Have each athlete set a percentage or numerical goal for each of your team’s key stats. They can use sticky notes or a notes app on their phone. Wherever kids write things these days, that’ll work. They just need to be able to refer back to it in the next step.

Step Three: Discuss and finalize team goals. 

It’s time to open up the floor. Let the captains of your team lead the group in a discussion to decide the final number or percentage for each stat. (If your team doesn’t have set captains, have the seniors lead the discussion.)

Step Four: Decide how you’re going to meet them. 

Once your team decides on 3-5 goals (or more if you’re feeling ambitious) it’s time to discuss how you’ll reach them (and write them on the goals for success worksheet). This is where the planning happens. Here’s an example—say one of your goals is to get 35 rebounds per game. It won’t happen if you just say, “Be more aggressive.” There need to be tangible ways you’ll become a better rebounding team.

Example: How We’ll Get More Rebounds

  1. Encounter more opportunities for offensive rebounds by running to the front of the basket on your fast break (the defense won’t be in position to rebound yet).
  2. During dribble penetration, follow your teammate to the rim so you can be there if they miss. In this instance, the defense usually collapses on the drive and they forget to box out. This’ll lead to more offensive rebounds and points.
  3. Make contact before your opponent so you’ll be control of what happens and ensure leverage. Anticipate and always be first to give yourself the edge.
  4. Start moving as the shooter is uncoiling (on both ends of the floor). If you react quicker, you’ll improve your anticipation and get more rebounds.

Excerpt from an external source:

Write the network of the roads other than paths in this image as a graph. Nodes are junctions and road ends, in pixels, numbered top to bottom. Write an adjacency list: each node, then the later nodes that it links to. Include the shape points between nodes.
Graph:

As the shooter is uncoiling, start the contact by boxing out.
  5. Great rebounders go for the ball no matter what—there’s no such thing as, “It was out of my reach.” And we’ll practice drills to enforce that.

Step Five: Create a motto. 

Break your athletes into groups of 2-3 and give them ten minutes to come up with short, catchy phrases they can use to remember your team goals.

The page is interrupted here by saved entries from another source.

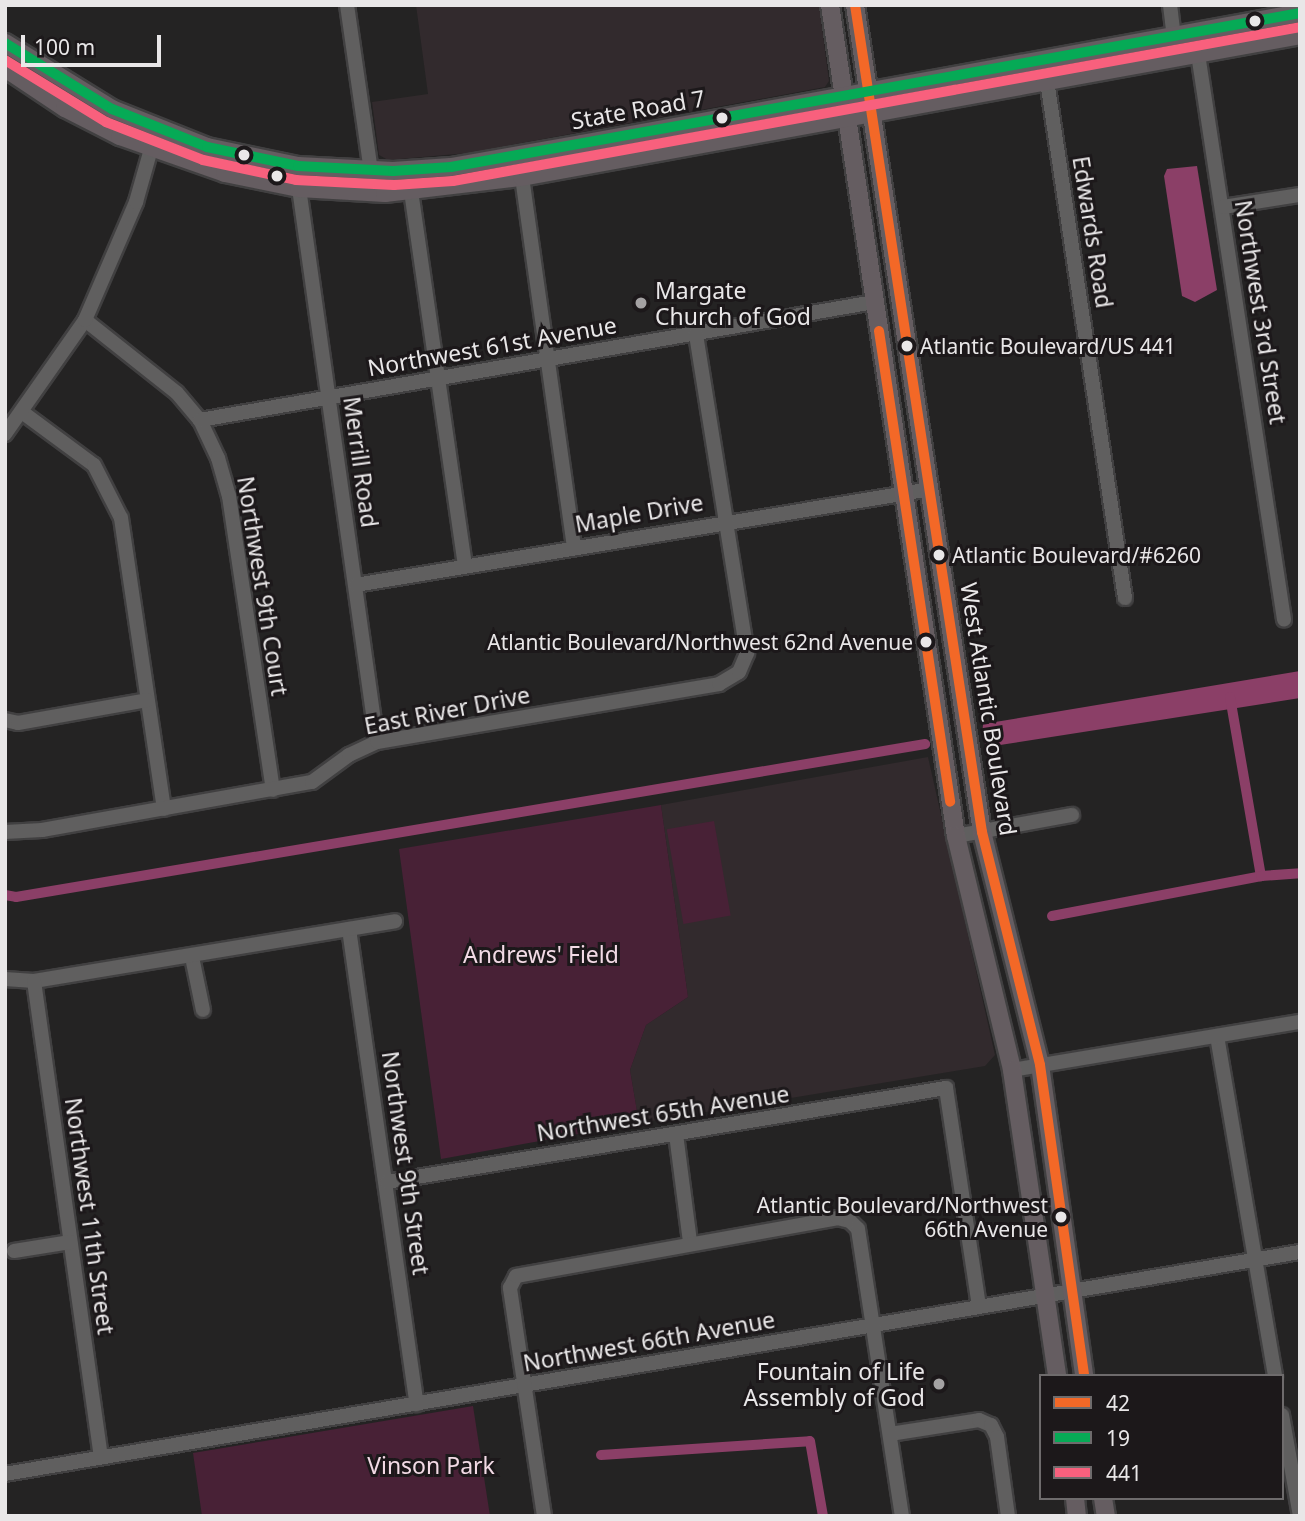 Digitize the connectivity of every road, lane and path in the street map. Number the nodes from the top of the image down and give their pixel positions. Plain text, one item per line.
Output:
1 (347, 5) edge
2 (830, 5) edge
3 (855, 5) edge
4 (1170, 5) edge
5 (1300, 13) edge
6 (1231, 26) junction
7 (1300, 35) edge
8 (1174, 36) junction
9 (5, 43) edge
10 (1198, 54) junction
11 (1133, 65) junction
12 (5, 68) edge
13 (1047, 81) junction
14 (869, 92) junction
15 (844, 97) junction
16 (872, 113) junction
17 (846, 117) junction
18 (207, 147) junction
19 (557, 148) junction
20 (151, 149) junction
21 (523, 154) junction
22 (371, 171) junction
23 (522, 177) junction
24 (482, 183) junction
25 (299, 188) junction
26 (333, 191) junction
27 (411, 191) junction
28 (1300, 195) edge
29 (1223, 207) junction
30 (874, 302) junction
31 (85, 320) junction
32 (696, 334) junction
33 (549, 359) junction
34 (438, 379) junction
35 (328, 397) junction
36 (22, 412) junction
37 (200, 420) junction
38 (5, 434) edge
39 (931, 489) junction
40 (902, 493) junction
41 (727, 521) junction
42 (574, 548) junction
43 (465, 566) junction
44 (356, 585) junction
45 (1125, 598) dead end
46 (1284, 619) dead end
47 (147, 700) junction
48 (5, 720) edge
49 (377, 742) junction
50 (273, 790) junction
51 (164, 809) junction
52 (1072, 815) dead end
53 (5, 832) edge
54 (982, 832) junction
55 (956, 836) junction
56 (395, 921) dead end
57 (349, 929) junction
58 (192, 957) junction
59 (5, 979) edge
60 (34, 981) junction
61 (203, 1010) dead end
62 (1300, 1022) edge
63 (1217, 1037) junction
64 (1040, 1065) junction
65 (1012, 1070) junction
66 (676, 1134) junction
67 (387, 1182) junction
68 (70, 1242) junction
69 (691, 1242) junction
70 (14, 1251) dead end
71 (1300, 1252) edge
72 (1255, 1260) junction
73 (1072, 1292) junction
74 (1045, 1296) junction
75 (979, 1307) junction
76 (873, 1325) junction
77 (1057, 1374) edge
78 (1084, 1374) edge
79 (1275, 1374) edge
80 (525, 1385) junction
81 (417, 1404) junction
82 (1284, 1426) edge
83 (890, 1434) junction
84 (101, 1457) junction
85 (5, 1474) edge
86 (544, 1516) edge
87 (902, 1516) edge
88 (1009, 1516) edge
89 (1300, 1516) edge

1 - 22 street
2 - 15 main road
3 - 14 main road, West Atlantic Boulevard
4 - 8 street
5 - 6 main road, State Road 7
6 - 8 main road, State Road 7
6 - 10 main road
7 - 10 main road, State Road 7
8 - 11 main road
8 - 14 main road, State Road 7
9 - 18 main road, State Road 7
10 - 11 main road, State Road 7
10 - 29 street, Northwest 3rd Street
11 - 13 main road, State Road 7
12 - 20 main road, State Road 7
13 - 16 main road, State Road 7
13 - 45 street, Edwards Road
14 - 15 main road, State Road 7
14 - 16 main road, West Atlantic Boulevard
15 - 17 main road
15 - 19 main road, State Road 7
16 - 17 main road, State Road 7
16 - 39 main road, West Atlantic Boulevard
17 - 23 main road, State Road 7
17 - 30 main road
18 - 20 main road
18 - 22 main road, State Road 7
19 - 21 main road, State Road 7
19 - 23 main road
20 - 25 main road, State Road 7
20 - 31 street
21 - 22 main road, State Road 7
21 - 24 main road
22 - 26 main road
23 - 24 main road, State Road 7
23 - 33 street
24 - 27 main road, State Road 7
25 - 26 main road, State Road 7
25 - 35 street, Merrill Road
26 - 27 main road, State Road 7
27 - 34 street
28 - 29 street
29 - 46 street, Northwest 3rd Street
30 - 32 street, Northwest 61st Avenue
30 - 40 main road
31 - 36 street
31 - 37 street, Northwest 9th Court
32 - 33 street, Northwest 61st Avenue
32 - 41 street
33 - 34 street, Northwest 61st Avenue
33 - 42 street
34 - 35 street, Northwest 61st Avenue
34 - 43 street
35 - 37 street, Northwest 61st Avenue
35 - 44 street, Merrill Road
36 - 38 street
36 - 47 street
37 - 50 street, Northwest 9th Court
39 - 40 street, Maple Drive
39 - 54 main road, West Atlantic Boulevard
40 - 41 street, Maple Drive
40 - 55 main road
41 - 42 street, Maple Drive
41 - 49 street, East River Drive
42 - 43 street, Maple Drive
43 - 44 street, Maple Drive
44 - 49 street, Merrill Road
47 - 48 street
47 - 51 street
49 - 50 street, East River Drive
50 - 51 street, East River Drive
51 - 53 street, East River Drive
52 - 54 street
54 - 55 street
54 - 64 main road, West Atlantic Boulevard
55 - 65 main road
56 - 57 street
57 - 58 street
57 - 67 street, Northwest 9th Street
58 - 60 street
58 - 61 street
59 - 60 street
60 - 68 street, Northwest 11th Street
62 - 63 street
63 - 64 street
63 - 72 street
64 - 65 street
64 - 73 main road, West Atlantic Boulevard
65 - 74 main road
66 - 67 street, Northwest 65th Avenue
66 - 69 street
66 - 75 street, Northwest 65th Avenue
67 - 81 street, Northwest 9th Street
68 - 70 street
68 - 84 street, Northwest 11th Street
69 - 76 street
69 - 80 street
71 - 72 street, Northwest 66th Avenue
72 - 73 street, Northwest 66th Avenue
72 - 79 street
73 - 74 street, Northwest 66th Avenue
73 - 78 main road, West Atlantic Boulevard
74 - 75 street, Northwest 66th Avenue
74 - 77 main road
75 - 76 street, Northwest 66th Avenue
76 - 80 street, Northwest 66th Avenue
76 - 83 street
80 - 81 street, Northwest 66th Avenue
80 - 86 street
81 - 84 street, Northwest 66th Avenue
82 - 89 street
83 - 87 street
83 - 88 street
84 - 85 street, Northwest 66th Avenue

For the 35 rebounds per game, no matter what would be a great way to remember it. So if you’re nowhere near your rebound goal when you walk into the locker room at halftime, all you have to say is, “No matter what.” That will hit home.

What's next?

Your entire team should now be on the same page when it comes to the goals they’re working towards this season. And if they forget, those mantras will remind them. This exercise is extra valuable because it scales from preseason practice into your first game—and beyond.